## Your objective
Collect all lines containing the word "Lane" from the data.
━━━
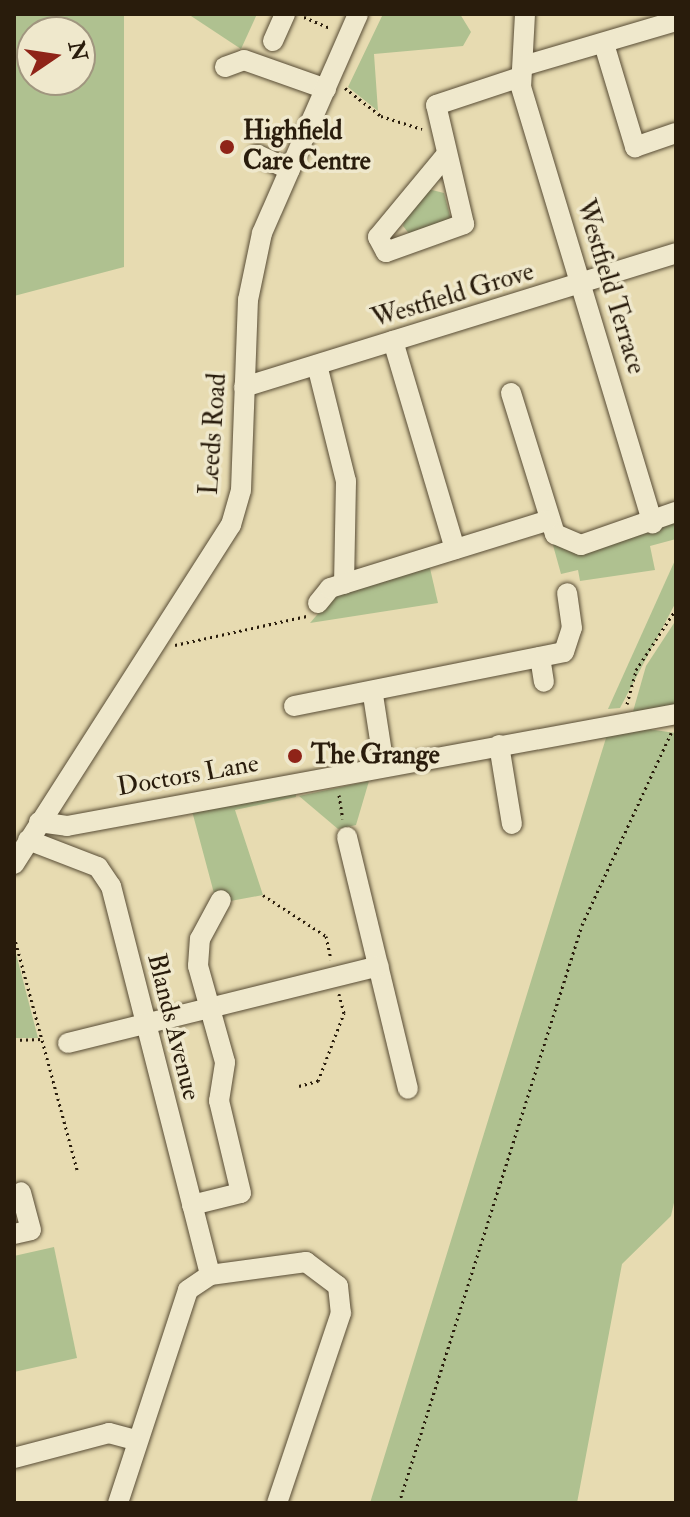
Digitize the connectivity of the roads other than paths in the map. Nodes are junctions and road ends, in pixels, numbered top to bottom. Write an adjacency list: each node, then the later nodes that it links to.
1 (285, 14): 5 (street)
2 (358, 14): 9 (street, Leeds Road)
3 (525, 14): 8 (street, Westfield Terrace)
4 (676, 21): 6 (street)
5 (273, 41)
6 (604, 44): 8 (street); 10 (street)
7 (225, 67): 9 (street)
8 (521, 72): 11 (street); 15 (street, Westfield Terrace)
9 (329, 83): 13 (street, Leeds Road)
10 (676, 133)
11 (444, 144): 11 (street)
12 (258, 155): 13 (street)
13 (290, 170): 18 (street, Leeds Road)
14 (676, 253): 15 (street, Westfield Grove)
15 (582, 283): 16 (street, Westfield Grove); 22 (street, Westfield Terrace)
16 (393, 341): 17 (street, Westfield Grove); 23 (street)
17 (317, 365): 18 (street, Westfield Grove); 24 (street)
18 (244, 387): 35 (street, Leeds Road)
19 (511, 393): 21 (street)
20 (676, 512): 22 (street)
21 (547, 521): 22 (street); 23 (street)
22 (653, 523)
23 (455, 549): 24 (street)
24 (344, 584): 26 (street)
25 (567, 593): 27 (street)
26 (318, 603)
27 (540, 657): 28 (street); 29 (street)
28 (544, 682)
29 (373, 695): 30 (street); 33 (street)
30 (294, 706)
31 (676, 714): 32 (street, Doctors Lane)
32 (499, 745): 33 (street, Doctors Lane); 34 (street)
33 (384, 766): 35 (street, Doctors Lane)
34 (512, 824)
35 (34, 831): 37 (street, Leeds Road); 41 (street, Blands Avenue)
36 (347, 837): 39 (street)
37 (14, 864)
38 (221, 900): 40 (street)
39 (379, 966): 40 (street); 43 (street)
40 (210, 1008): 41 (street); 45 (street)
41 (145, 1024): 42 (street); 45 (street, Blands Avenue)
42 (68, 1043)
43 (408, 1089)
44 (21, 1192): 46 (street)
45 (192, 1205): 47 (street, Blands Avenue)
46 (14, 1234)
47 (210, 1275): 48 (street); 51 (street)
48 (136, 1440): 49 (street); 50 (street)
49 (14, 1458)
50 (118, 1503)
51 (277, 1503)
━━━
## The answer
31 (676, 714): 32 (street, Doctors Lane)
32 (499, 745): 33 (street, Doctors Lane); 34 (street)
33 (384, 766): 35 (street, Doctors Lane)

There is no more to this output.